Tags: Communism socialism sozialismus Karl Marx Friedrich Engels revolution money economy business work labour equality justice capitalism bank capital the capital
Oct 18 2008, 15:21 UTC
There has always been a relationship between philosophy, theory, etc. and the hard sciences. Marx was a great philosopher, but economics in its modern form is a hard science. Marx was a great philosopher but not much of a mathematician. Marx only embarrassed himself with Capital.
Oct 18 2008, 23:29 UTC
Economics is a hard science? Under what kind of definition?
You can legitimately claim that Marx has been proven
wrong in certain aspects, but history has arguably proven him correct in other ways.

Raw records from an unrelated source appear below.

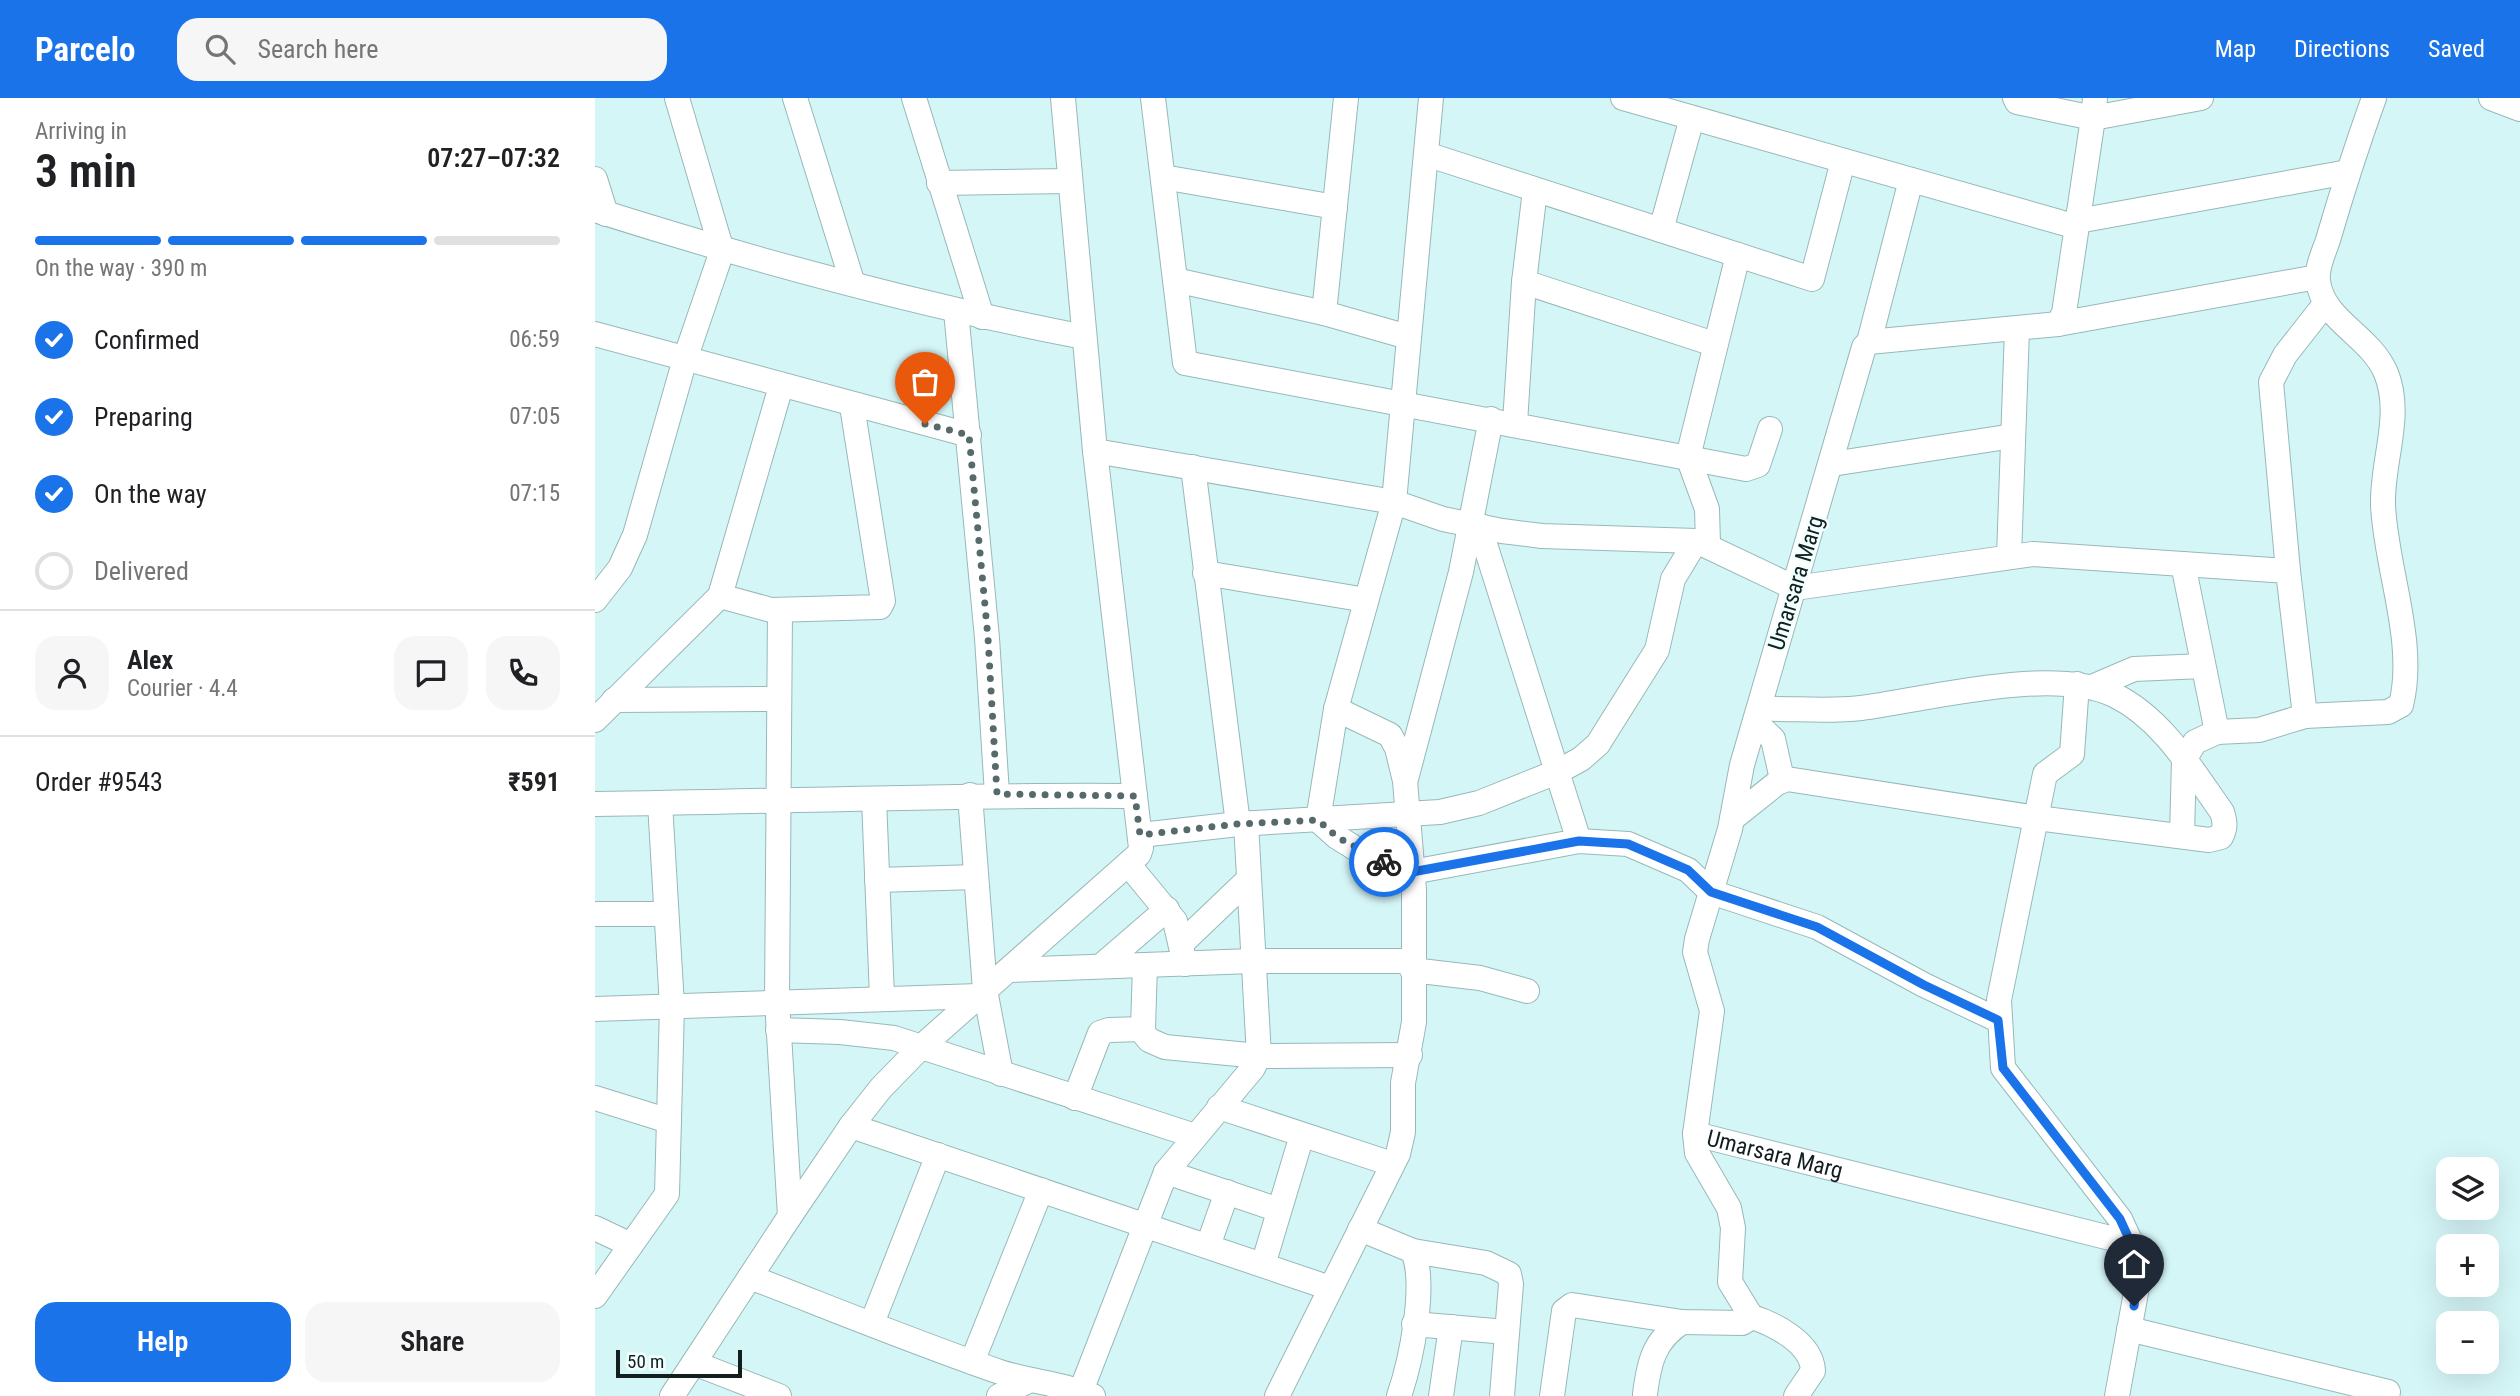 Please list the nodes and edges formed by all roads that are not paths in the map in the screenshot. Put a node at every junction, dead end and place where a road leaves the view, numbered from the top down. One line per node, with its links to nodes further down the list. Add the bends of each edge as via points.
1 (677, 98): 29 (street)
2 (795, 98): 34 (street)
3 (914, 98): 23 (street)
4 (1063, 98): 22 (street)
5 (1153, 98): 19 (street)
6 (1346, 98): 25 (street)
7 (1431, 98): 16 (street)
8 (1623, 98): 15 (street)
9 (2201, 98): 13 (street)
10 (2374, 98): 18 (street)
11 (2491, 98): 14 (street)
12 (2012, 99): 13 (street)
13 (2094, 108): 27 (street)
14 (2520, 109)
15 (1692, 118): 17 (street); 28 (street)
16 (1426, 154): 24 (street); 43 (street)
17 (1843, 161): 21 (street); 30 (street, via 1812,279)
18 (2348, 172): 27 (street); 31 (street)
19 (1163, 177): 25 (street); 32 (street)
20 (595, 179): 26 (street)
21 (1911, 180): 27 (street); 44 (street, Umarsara Marg)
22 (1070, 181): 23 (street); 42 (street)
23 (939, 183): 38 (street)
24 (1535, 190): 28 (street); 33 (street)
25 (1335, 207): 37 (street)
26 (601, 212): 29 (street)
27 (2077, 224): 39 (street, via 2064,313)
28 (1661, 230): 30 (street)
29 (722, 251): 34 (street); 46 (street)
30 (1738, 256): 45 (street)
31 (2317, 277): 35 (street); 39 (street)
32 (1175, 280): 37 (street); 48 (street, via 1185,363)
33 (1524, 282): 45 (street); 50 (street)
34 (853, 284): 36 (street)
35 (2325, 304): 63 (street, via 2285,355 2271,382); 76 (street, via 2367,342 2387,376 2393,424 2385,461 2383,507 2399,600 2404,686 2401,705 2388,712)
36 (956, 311): 38 (street); 52 (street)
37 (1324, 313): 43 (street)
38 (982, 317): 42 (street)
39 (2058, 324): 40 (street)
40 (2017, 329): 44 (street); 53 (street)
41 (595, 334): 46 (street)
42 (1084, 337): 54 (street)
43 (1408, 337): 48 (street)
44 (1869, 342): 56 (street, Umarsara Marg)
45 (1714, 344): 55 (street)
46 (685, 359): 47 (street); 67 (street, via 635,535 620,568)
47 (781, 386): 49 (street); 66 (street)
48 (1403, 402): 50 (street); 58 (street)
49 (852, 406): 52 (street); 69 (street, via 882,604 875,609)
50 (1503, 421): 55 (street); 59 (street)
51 (1770, 429): 55 (street, via 1754,469)
52 (969, 435): 82 (street)
53 (2013, 436): 56 (street); 61 (street)
54 (1095, 451): 57 (street); 84 (street)
55 (1688, 457): 60 (street, via 1707,509)
56 (1832, 464): 65 (street, Umarsara Marg)
57 (1193, 467): 58 (street); 64 (street)
58 (1394, 502): 59 (street); 68 (street)
59 (1477, 525): 60 (street, via 1542,536); 79 (street); 81 (street)
60 (1702, 543): 65 (street); 79 (street, via 1673,579 1657,650 1598,744)
61 (2010, 557): 62 (street, via 2033,554); 65 (street)
62 (2183, 564): 63 (street); 70 (street)
63 (2288, 571): 76 (street)
64 (1205, 573): 68 (street); 93 (street)
65 (1795, 588): 75 (street, Umarsara Marg)
66 (720, 596): 69 (street); 74 (street)
67 (595, 600)
68 (1366, 600): 73 (street)
69 (780, 610): 72 (street)
70 (2203, 666): 71 (street, via 2126,670); 77 (street)
71 (2085, 685): 75 (street, via 2036,682 1857,708); 78 (street, via 2136,708); 90 (street, via 2072,754 2045,774)
72 (778, 698): 74 (street); 86 (street)
73 (1336, 709): 81 (street, via 1390,735); 92 (street)
74 (601, 713)
75 (1757, 715): 80 (street, via 1773,739); 91 (street, Umarsara Marg)
76 (2305, 716): 77 (street, via 2259,730)
77 (2217, 732): 78 (street, via 2195,742)
78 (2184, 760): 95 (street); 95 (street, via 2226,823 2216,839)
79 (1559, 771): 89 (street, via 1479,803); 96 (street)
80 (1782, 779): 90 (street); 91 (street)
81 (1405, 781): 89 (street)
82 (997, 794): 83 (street); 84 (street)
83 (969, 796): 85 (street); 99 (street)
84 (1135, 796): 94 (street)
85 (874, 799): 86 (street); 101 (street)
86 (776, 802): 87 (street); 115 (street)
87 (660, 803): 88 (street); 105 (street)
88 (595, 804)
89 (1407, 814): 92 (street); 98 (street)
90 (2037, 818): 95 (street); 118 (street, via 2005,963)
91 (1732, 819): 102 (street, Umarsara Marg)
92 (1318, 820): 93 (street); 98 (street, via 1366,855)
93 (1242, 824): 94 (street); 100 (street)
94 (1140, 835): 97 (street, via 1139,854)
95 (2182, 836)
96 (1579, 841): 98 (street); 102 (street, via 1628,844 1667,859 1688,870)
97 (1128, 864): 103 (street); 111 (street)
98 (1412, 872): 109 (street)
99 (976, 877): 101 (street); 113 (street)
100 (1249, 879): 106 (street); 107 (street)
101 (877, 880): 114 (street)
102 (1711, 892): 118 (street, via 1817,927); 130 (street, Umarsara Marg, via 1695,952 1712,1011)
103 (1167, 909): 106 (street); 110 (street)
104 (595, 914): 105 (street)
105 (666, 914): 116 (street)
106 (1184, 953): 107 (street); 108 (street)
107 (1251, 961): 109 (street); 123 (street)
108 (1145, 965): 110 (street); 120 (street)
109 (1412, 965): 112 (street); 122 (street)
110 (1101, 966): 111 (street)
111 (1009, 970): 113 (street)
112 (1527, 991)
113 (982, 993): 114 (street); 121 (street); 124 (street)
114 (882, 997): 115 (street)
115 (777, 1001): 116 (street); 119 (street)
116 (672, 1006): 117 (street); 128 (street)
117 (595, 1009)
118 (1998, 1020): 143 (street, via 2003,1068 2120,1219)
119 (778, 1030): 121 (street, via 870,1035); 139 (street)
120 (1141, 1030): 123 (street, via 1149,1040 1165,1047); 126 (street, via 1100,1033)
121 (920, 1048): 124 (street); 129 (street)
122 (1410, 1055): 123 (street); 134 (street, via 1403,1083 1403,1132)
123 (1259, 1056): 127 (street)
124 (1001, 1074): 126 (street)
125 (595, 1098): 128 (street)
126 (1075, 1098): 132 (street)
127 (1219, 1107): 131 (street); 132 (street)
128 (669, 1121): 144 (street, via 667,1194)
129 (851, 1126): 133 (street); 139 (street)
130 (1695, 1134): 143 (street, Umarsara Marg); 151 (street, via 1697,1153 1729,1208 1733,1228 1730,1282)
131 (1302, 1135): 134 (street); 138 (street)
132 (1195, 1136): 135 (street)
133 (937, 1155): 136 (street); 153 (street)
134 (1392, 1164): 142 (street)
135 (1166, 1172): 137 (street); 140 (street)
136 (1041, 1190): 140 (street); 158 (street)
137 (1227, 1192): 138 (street); 145 (street)
138 (1279, 1210): 147 (street)
139 (790, 1216): 148 (street)
140 (1144, 1225): 145 (street); 162 (street)
141 (595, 1228): 144 (street)
142 (1360, 1229): 146 (street); 149 (street)
143 (2131, 1243): 156 (street, via 2142,1260)
144 (631, 1245): 150 (street)
145 (1208, 1246): 147 (street)
146 (1413, 1251): 154 (street, via 1420,1277); 157 (street, via 1486,1263 1509,1274)
147 (1263, 1265): 149 (street)
148 (750, 1277): 153 (street); 159 (street)
149 (1330, 1288): 167 (street)
150 (595, 1296)
151 (1749, 1316): 152 (street, via 1742,1323); 172 (street, via 1789,1335 1810,1356 1813,1371)
152 (1682, 1322): 163 (street, via 1667,1332 1653,1353); 171 (street, via 1580,1305 1567,1307)
153 (872, 1324): 158 (street)
154 (1414, 1324): 155 (street); 168 (street)
155 (1451, 1327): 157 (street); 169 (street)
156 (2129, 1328): 161 (street); 173 (street)
157 (1506, 1332): 170 (street)
158 (972, 1362): 160 (street)
159 (694, 1363): 164 (street); 165 (street)
160 (1037, 1387): 162 (street); 166 (street)
161 (2388, 1392)
162 (1087, 1394)
163 (1645, 1394)
164 (672, 1396)
165 (779, 1396)
166 (999, 1396)
167 (1277, 1396)
168 (1399, 1396)
169 (1441, 1396)
170 (1502, 1396)
171 (1552, 1396)
172 (1796, 1396)
173 (2117, 1396)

It doesn't seem that your contention has any merit.
Oct 19 2008, 08:04 UTC
Under the definition that it is a science built on mathematical models, often derived from empirical data. Look at trends in behavioral economics for instance. http://en.wikipedia.org/wiki/Hard_science
Marx has been proven wrong in some respects? All of his economic ideas in the book are gibberish. Have you read it? In light of modern economic models, Capital is naive at best, pathetic at worst. I'm told there are some philosophic ideas in the book that are noteworthy. But what I read before I put the book down for being absurd didn't have anything worthwhile in it.
Oct 19 2008, 22:12 UTC
Materialist dialectics has had an important influence on the sciences, and runs in parallel and complements evolutionary theory. Another important idea mentioned in the book is the theory of metabolism between man and nature, whereby man changes their environment through production, and are themselves changed. Capitalism introduces a rift between man and nature, and each other. We are now highly alienated from nature and from each other. As far as "hard science" of current economic theory goes, just as all sciences have large elements of social construction, economics has been highly constructed by the domination of the capitalist paradigm. Do you think a capitalist economist will come up with any evidence that supports Marx's ideas? If that were to happen there must have been something wrong with the model, so start over.
Oct 20 2008, 18:27 UTC
If Capital confuses you to the degree that you must call it "gibberish" then you should read David Harvey. He puts things in perspective.
As a physics major, I'm a little disgusted you could claim economics a hard science. Understand some Karl Popper- economic theories aren't even empirically provable, let alone falsifiable. That doesn't mean that economics is less important or anything, just don't try to pretend that it is hard science.